Copy out each line of the entries below in which the string "DRIVE" appears.

*** The input ***

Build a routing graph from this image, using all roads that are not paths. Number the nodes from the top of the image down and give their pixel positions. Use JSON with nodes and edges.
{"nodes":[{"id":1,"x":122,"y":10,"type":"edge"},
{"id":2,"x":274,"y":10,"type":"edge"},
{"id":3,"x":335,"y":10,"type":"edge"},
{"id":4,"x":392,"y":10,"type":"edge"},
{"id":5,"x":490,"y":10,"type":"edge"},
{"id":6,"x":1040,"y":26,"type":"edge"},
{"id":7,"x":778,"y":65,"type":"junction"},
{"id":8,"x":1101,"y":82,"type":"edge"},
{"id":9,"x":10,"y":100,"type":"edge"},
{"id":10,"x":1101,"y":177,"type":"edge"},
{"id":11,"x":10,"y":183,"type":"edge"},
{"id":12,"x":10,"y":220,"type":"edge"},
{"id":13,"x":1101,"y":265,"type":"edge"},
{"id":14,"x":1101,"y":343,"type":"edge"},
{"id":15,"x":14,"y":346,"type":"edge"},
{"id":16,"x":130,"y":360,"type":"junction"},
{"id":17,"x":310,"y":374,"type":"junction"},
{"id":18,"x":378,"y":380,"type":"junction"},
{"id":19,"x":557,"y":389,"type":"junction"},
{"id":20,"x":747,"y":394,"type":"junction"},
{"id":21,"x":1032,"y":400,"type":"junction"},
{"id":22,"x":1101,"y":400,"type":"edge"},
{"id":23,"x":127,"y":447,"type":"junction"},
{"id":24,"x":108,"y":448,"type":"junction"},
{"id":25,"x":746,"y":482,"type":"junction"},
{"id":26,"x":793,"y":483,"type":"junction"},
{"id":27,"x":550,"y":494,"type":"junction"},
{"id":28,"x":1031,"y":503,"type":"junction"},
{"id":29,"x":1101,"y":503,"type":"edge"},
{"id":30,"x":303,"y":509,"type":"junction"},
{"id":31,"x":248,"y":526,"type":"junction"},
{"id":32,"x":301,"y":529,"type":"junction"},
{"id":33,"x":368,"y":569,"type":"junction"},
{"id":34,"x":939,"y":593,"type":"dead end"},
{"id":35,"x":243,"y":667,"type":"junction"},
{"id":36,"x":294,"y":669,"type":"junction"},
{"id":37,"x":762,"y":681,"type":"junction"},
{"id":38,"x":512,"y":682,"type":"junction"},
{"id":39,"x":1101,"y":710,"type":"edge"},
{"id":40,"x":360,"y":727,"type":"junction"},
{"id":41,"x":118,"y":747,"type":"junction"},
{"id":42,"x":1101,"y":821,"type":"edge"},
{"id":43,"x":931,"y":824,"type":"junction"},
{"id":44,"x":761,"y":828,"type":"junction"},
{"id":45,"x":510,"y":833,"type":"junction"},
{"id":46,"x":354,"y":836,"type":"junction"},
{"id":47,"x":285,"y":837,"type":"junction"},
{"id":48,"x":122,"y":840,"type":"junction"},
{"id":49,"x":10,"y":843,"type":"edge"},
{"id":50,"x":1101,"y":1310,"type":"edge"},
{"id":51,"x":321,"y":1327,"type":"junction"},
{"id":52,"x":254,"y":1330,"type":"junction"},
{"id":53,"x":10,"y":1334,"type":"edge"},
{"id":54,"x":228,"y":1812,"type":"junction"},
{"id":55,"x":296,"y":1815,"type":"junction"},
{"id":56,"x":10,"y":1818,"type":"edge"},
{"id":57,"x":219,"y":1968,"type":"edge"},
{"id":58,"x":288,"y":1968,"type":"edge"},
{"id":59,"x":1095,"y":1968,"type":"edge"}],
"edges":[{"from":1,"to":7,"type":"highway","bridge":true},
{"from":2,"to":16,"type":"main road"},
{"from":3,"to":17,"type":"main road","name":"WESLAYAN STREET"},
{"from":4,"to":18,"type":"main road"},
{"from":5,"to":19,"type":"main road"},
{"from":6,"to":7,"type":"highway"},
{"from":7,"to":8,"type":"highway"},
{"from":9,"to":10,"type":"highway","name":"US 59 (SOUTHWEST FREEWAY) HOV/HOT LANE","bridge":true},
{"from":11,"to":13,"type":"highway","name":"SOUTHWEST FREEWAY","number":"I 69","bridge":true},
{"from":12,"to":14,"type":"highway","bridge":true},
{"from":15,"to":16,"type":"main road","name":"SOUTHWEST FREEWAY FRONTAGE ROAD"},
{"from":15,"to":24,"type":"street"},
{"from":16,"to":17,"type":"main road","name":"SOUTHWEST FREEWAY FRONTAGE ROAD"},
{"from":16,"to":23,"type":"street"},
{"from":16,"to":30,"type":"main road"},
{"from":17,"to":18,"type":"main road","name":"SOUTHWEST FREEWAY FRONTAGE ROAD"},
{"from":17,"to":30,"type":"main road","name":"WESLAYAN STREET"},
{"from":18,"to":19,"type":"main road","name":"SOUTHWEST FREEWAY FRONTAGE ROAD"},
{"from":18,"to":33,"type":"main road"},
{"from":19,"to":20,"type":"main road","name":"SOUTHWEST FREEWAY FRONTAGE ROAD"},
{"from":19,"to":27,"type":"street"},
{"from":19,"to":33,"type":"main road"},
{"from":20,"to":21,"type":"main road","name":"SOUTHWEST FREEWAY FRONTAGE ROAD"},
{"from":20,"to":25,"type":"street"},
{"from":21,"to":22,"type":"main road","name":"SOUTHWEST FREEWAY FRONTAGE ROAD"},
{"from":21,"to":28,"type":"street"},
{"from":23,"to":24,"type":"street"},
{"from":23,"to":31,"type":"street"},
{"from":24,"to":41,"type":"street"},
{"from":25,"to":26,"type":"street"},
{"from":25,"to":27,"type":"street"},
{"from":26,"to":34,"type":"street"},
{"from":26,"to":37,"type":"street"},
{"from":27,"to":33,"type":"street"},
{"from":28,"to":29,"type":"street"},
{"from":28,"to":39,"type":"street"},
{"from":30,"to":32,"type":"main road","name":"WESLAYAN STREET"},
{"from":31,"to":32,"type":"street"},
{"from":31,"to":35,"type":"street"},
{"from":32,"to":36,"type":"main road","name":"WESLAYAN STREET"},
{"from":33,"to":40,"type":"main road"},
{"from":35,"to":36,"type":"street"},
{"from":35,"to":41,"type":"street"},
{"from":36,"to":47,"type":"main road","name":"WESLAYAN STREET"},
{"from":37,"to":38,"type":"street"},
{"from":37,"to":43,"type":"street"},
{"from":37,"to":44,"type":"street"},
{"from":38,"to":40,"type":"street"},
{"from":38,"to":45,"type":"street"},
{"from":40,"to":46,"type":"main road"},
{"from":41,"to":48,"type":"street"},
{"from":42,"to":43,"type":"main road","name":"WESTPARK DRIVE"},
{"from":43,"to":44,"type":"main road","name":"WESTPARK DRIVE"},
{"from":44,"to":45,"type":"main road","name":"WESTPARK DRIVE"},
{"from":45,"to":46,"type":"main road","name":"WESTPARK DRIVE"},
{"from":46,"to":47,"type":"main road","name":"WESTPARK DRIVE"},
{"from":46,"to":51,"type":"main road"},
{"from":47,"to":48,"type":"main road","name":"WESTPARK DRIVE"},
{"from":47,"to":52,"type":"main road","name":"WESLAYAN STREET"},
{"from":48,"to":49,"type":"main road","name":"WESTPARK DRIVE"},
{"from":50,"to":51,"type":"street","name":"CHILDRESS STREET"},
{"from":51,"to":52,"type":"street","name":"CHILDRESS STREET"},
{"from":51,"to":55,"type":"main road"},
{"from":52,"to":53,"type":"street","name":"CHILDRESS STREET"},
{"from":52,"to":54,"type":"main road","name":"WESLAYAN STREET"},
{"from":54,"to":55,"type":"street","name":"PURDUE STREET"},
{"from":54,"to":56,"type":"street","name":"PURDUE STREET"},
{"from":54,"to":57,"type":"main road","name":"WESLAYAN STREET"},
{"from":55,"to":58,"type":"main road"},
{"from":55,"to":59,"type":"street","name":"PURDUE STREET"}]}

***

* [Output for this task]
{"from":42,"to":43,"type":"main road","name":"WESTPARK DRIVE"},
{"from":43,"to":44,"type":"main road","name":"WESTPARK DRIVE"},
{"from":44,"to":45,"type":"main road","name":"WESTPARK DRIVE"},
{"from":45,"to":46,"type":"main road","name":"WESTPARK DRIVE"},
{"from":46,"to":47,"type":"main road","name":"WESTPARK DRIVE"},
{"from":47,"to":48,"type":"main road","name":"WESTPARK DRIVE"},
{"from":48,"to":49,"type":"main road","name":"WESTPARK DRIVE"},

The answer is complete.